ANY post-mortem of Rangers’ failed Scottish Premiership title defence last season would surely zoom in on the side’s lack of clinical edge.

For the large majority of the campaign, they were reliant upon strikers who would later break down with injuries. Steven Gerrard leaned on the goalscoring prowess of Kemar Roofe in the early months of the season, only for the Jamaica international to break down with persistent injuries at the beginning of winter. Giovanni van Bronckhorst then rejuvenated Alfredo Morelos in front of goal before the Colombian’s season was cut short in mid-March through injury.

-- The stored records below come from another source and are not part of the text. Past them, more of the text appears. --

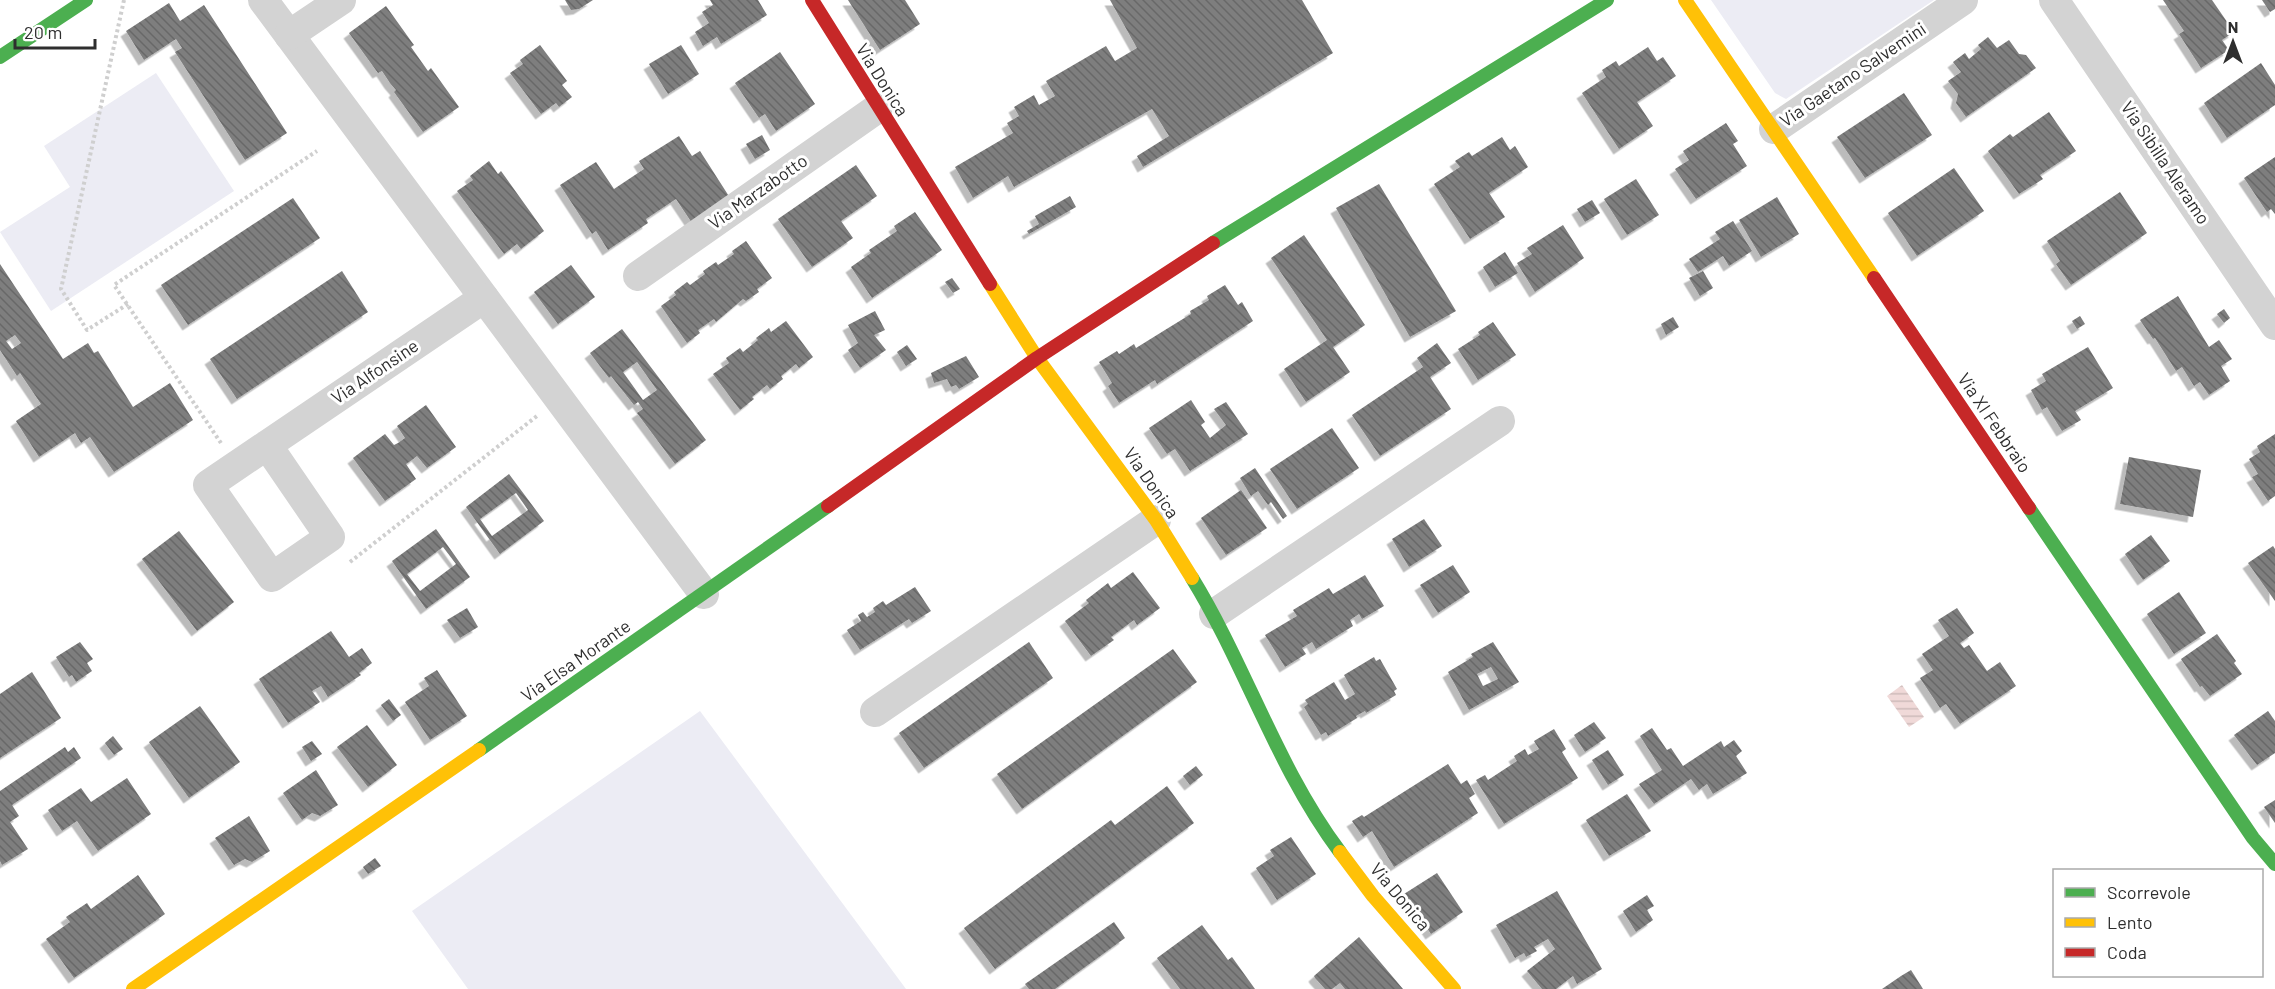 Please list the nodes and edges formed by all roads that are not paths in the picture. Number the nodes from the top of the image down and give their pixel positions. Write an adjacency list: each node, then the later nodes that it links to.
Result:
1 (86, 0): 10 (street)
2 (263, 0): 9 (street)
3 (341, 0): 9 (street)
4 (812, 0): 11 (street, Via Donica)
5 (1608, 0): 16 (street, Via Elsa Morante)
6 (1685, 0): 12 (street, Via XI Febbraio)
7 (1963, 0): 12 (street, Via Gaetano Salvemini)
8 (2054, 0): 15 (street, Via Sibilla Aleramo)
9 (289, 35): 14 (street)
10 (0, 57)
11 (878, 108): 13 (street, Via Marzabotto); 16 (street, Via Donica)
12 (1774, 129): 23 (street, Via XI Febbraio)
13 (638, 276)
14 (484, 298): 18 (street, Via Alfonsine); 20 (street)
15 (2272, 313)
16 (1037, 358): 19 (street, Via Donica); 20 (street, Via Elsa Morante)
17 (1500, 421): 21 (street)
18 (267, 446): 18 (street, Via Alfonsine)
19 (1156, 520): 21 (street, Via Donica); 22 (street)
20 (704, 594): 24 (street, Via Elsa Morante)
21 (1214, 614): 25 (street, Via Donica)
22 (875, 712)
23 (2275, 864)
24 (133, 989)
25 (1454, 989)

With Fashion Sakala Jr. evidently wet behind the ears, it left the Ibrox faithful pining for a goalscorer in the mould of a player who ironically departed the club midway through the season.

Jermain Defoe’s Rangers career merited a greater send-off than his backdoor exit in January, but the outpouring of well-wishes for the former England international underlined his goalscoring contribution.

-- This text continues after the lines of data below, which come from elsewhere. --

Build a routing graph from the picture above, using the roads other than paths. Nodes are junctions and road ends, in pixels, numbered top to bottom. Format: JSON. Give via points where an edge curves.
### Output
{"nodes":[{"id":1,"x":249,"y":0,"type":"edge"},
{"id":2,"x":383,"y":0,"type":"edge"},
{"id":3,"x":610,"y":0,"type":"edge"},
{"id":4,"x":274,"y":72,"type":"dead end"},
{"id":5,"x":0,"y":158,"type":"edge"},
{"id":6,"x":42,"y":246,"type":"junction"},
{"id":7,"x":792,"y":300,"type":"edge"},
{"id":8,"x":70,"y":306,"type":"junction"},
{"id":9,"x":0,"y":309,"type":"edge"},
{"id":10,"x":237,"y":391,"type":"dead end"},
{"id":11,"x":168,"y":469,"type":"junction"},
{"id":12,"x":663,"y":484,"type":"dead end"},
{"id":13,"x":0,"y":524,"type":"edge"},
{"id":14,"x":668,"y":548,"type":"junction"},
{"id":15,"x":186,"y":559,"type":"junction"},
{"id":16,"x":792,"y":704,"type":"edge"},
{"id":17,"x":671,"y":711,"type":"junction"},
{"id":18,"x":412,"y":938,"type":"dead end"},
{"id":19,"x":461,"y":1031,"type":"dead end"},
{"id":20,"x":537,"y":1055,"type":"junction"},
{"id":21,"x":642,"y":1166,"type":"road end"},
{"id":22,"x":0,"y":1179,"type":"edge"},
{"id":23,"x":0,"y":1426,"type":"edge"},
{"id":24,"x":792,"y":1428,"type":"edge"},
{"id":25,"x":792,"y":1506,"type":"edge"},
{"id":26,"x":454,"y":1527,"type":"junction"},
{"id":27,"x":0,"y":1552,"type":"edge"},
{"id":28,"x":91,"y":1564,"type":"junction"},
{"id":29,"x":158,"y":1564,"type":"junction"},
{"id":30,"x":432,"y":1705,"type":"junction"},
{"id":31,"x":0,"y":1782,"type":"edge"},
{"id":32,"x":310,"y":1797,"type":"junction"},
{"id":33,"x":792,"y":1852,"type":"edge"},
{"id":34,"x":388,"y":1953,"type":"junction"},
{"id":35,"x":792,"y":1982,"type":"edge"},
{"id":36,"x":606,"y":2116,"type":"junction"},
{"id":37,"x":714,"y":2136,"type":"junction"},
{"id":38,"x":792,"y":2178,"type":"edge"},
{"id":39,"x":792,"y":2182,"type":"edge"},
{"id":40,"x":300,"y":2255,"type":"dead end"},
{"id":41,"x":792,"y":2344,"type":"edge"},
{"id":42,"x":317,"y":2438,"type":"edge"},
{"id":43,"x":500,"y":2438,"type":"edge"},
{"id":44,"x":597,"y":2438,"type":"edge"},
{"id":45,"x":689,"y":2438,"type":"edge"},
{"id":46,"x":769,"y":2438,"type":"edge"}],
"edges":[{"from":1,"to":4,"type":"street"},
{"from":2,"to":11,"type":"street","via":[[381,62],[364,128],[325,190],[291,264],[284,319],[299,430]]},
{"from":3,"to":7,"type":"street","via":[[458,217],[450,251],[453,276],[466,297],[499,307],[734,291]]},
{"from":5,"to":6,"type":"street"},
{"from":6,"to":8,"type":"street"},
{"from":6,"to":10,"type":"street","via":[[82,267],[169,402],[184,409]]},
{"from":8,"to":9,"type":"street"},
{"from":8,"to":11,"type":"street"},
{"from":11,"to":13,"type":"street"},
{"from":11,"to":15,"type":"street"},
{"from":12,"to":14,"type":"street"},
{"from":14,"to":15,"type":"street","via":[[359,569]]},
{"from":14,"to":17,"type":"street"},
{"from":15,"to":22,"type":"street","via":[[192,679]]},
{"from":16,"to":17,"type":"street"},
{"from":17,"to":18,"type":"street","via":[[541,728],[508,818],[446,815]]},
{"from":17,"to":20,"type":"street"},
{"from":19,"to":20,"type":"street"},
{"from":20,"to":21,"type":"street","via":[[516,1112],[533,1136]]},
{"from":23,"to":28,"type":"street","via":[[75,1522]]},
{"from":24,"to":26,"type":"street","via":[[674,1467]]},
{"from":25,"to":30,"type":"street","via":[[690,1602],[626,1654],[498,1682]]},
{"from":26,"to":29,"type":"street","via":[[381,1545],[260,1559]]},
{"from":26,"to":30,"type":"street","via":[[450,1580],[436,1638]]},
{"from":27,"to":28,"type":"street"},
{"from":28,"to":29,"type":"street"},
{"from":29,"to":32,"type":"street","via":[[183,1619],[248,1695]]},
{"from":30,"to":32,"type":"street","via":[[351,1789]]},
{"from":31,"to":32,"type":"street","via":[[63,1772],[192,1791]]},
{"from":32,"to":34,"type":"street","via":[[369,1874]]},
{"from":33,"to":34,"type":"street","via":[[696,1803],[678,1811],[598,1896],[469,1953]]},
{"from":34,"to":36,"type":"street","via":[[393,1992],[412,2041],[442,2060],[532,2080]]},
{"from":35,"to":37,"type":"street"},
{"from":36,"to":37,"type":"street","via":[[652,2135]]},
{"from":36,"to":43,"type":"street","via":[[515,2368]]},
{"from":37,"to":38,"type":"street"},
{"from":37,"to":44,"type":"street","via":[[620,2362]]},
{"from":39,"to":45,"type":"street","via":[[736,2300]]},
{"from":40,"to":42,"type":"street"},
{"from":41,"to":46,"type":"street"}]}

Indeed, the veteran striker averaged just over a goal a game for Rangers in the 2019/20 league campaign, netting a pair of hat-tricks as he proved the perfect solution to the problems Rangers often face in the Scottish Premiership.

When the Gers slumped to a 1-1 draw at Tannadice in the second half of last season, it was exactly the type of game where Defoe would have thrived. Rangers created an abundance of chances, but they lacked a clinical touch in front of goal.

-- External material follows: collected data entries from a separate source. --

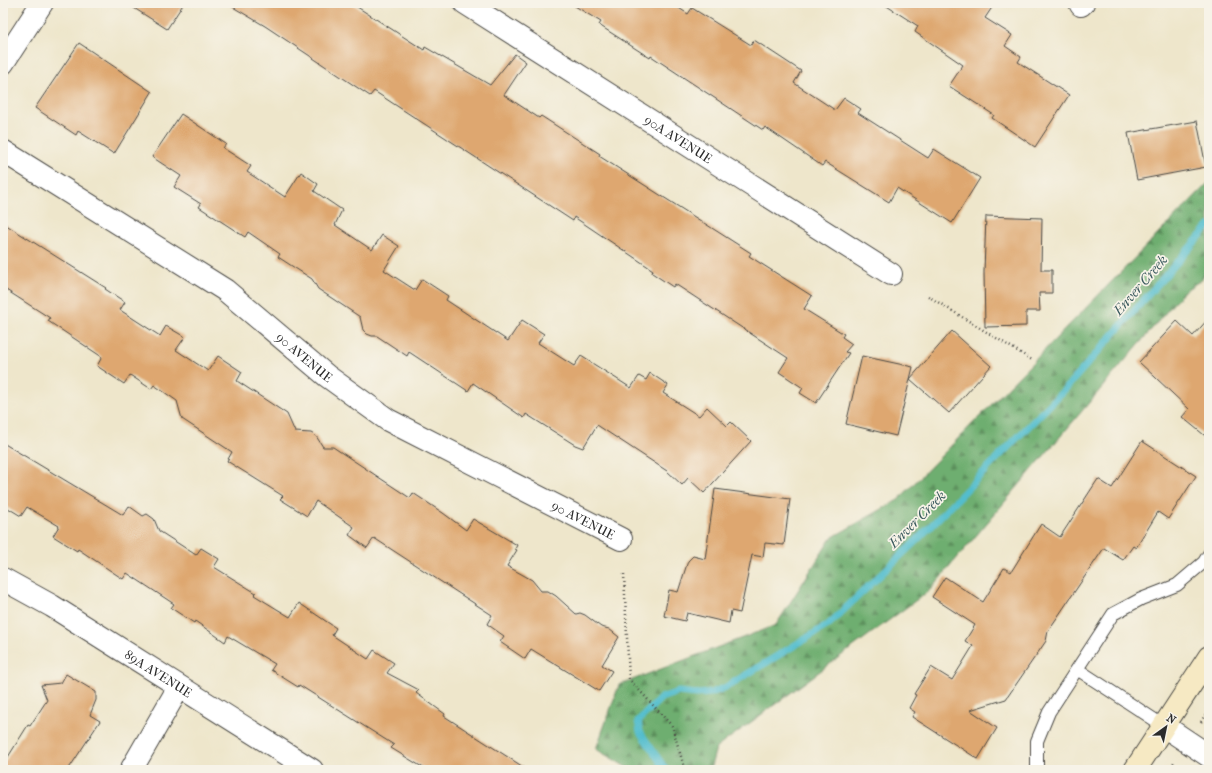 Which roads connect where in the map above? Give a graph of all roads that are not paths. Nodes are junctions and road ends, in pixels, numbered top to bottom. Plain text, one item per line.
1 (42, 3) edge
2 (465, 3) edge
3 (3, 63) edge
4 (3, 151) edge
5 (891, 274) dead end
6 (621, 539) dead end
7 (1209, 554) edge
8 (3, 579) edge
9 (1209, 657) edge
10 (1076, 669) junction
11 (179, 688) junction
12 (1164, 726) junction
13 (1209, 756) edge
14 (131, 770) edge
15 (312, 770) edge
16 (1037, 770) edge
17 (1135, 770) edge

1 - 3 street
2 - 5 street, 90A AVENUE
4 - 6 street, 90 AVENUE
7 - 10 lane
8 - 11 street, 89A AVENUE
9 - 12 main road
10 - 12 lane
10 - 16 lane
11 - 14 street
11 - 15 street, 89A AVENUE
12 - 13 street
12 - 17 main road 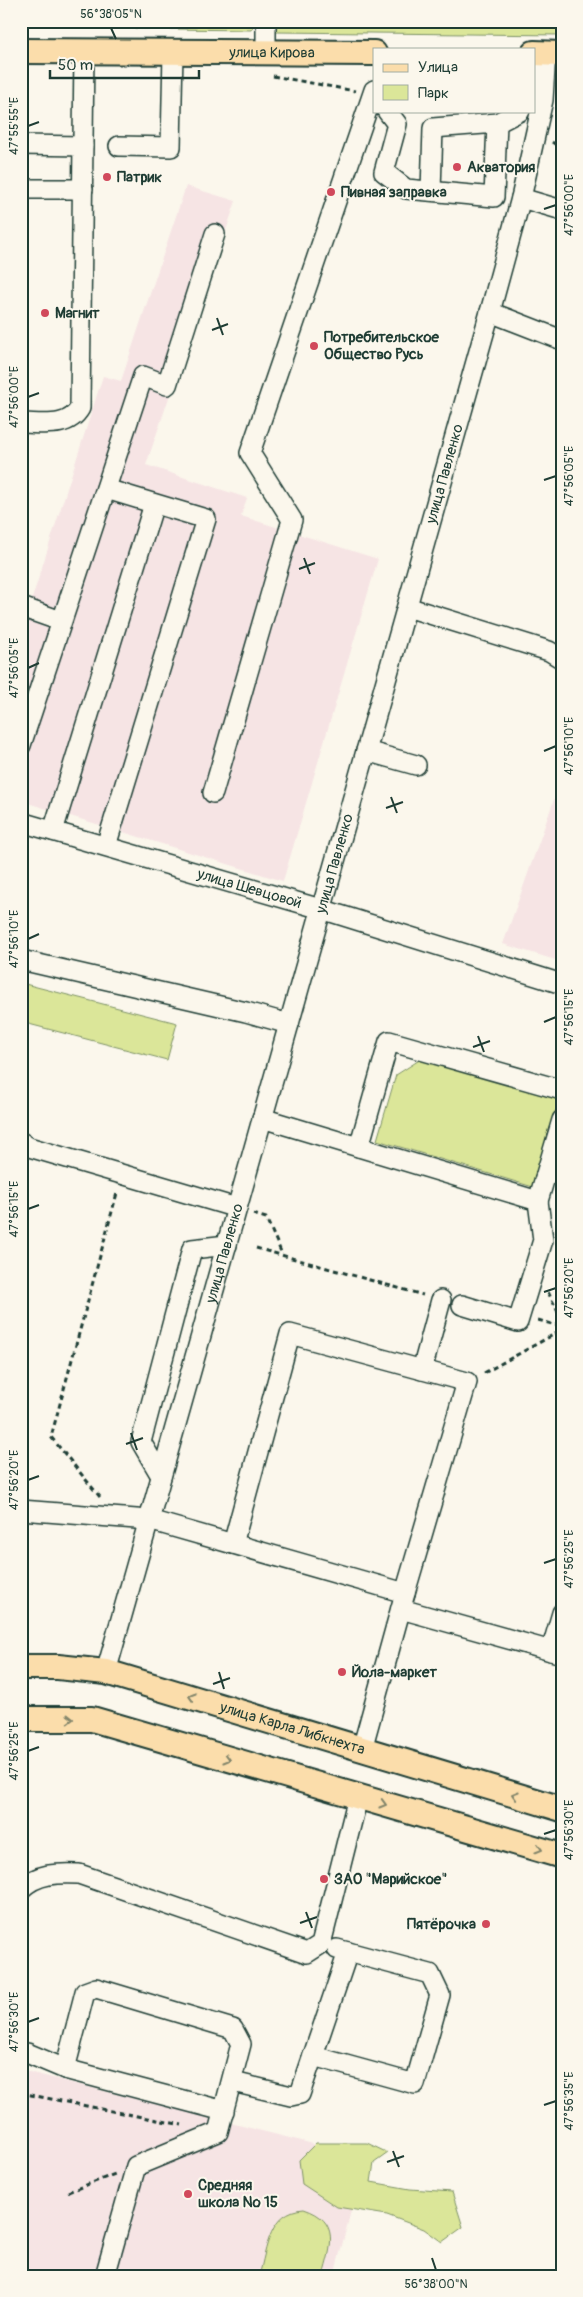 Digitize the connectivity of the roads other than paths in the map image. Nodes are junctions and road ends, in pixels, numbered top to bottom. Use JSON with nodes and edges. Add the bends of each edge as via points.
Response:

Enter Bas Dost, a 33-year-old Dutchman who is available on a free transfer this summer.

The forward spent the last year-and-a-half with Jupiler Pro League champions Club Brugge in Belgium, netting 12 goals in just 25 league appearances last term.

In fact, when Manchester United midfielder Bruno Fernandes was asked to construct his ‘perfect player’ in 2020, he crowned Dost as the ‘best finisher’ he’s ever played alongside. Fernandes, of course, has played extensively with Cristiano Ronaldo at international level.

Rangers are likely to be a realistically attractive proposition for Dost as he assesses his options this summer given the Dutch links within the current coaching staff at Ibrox.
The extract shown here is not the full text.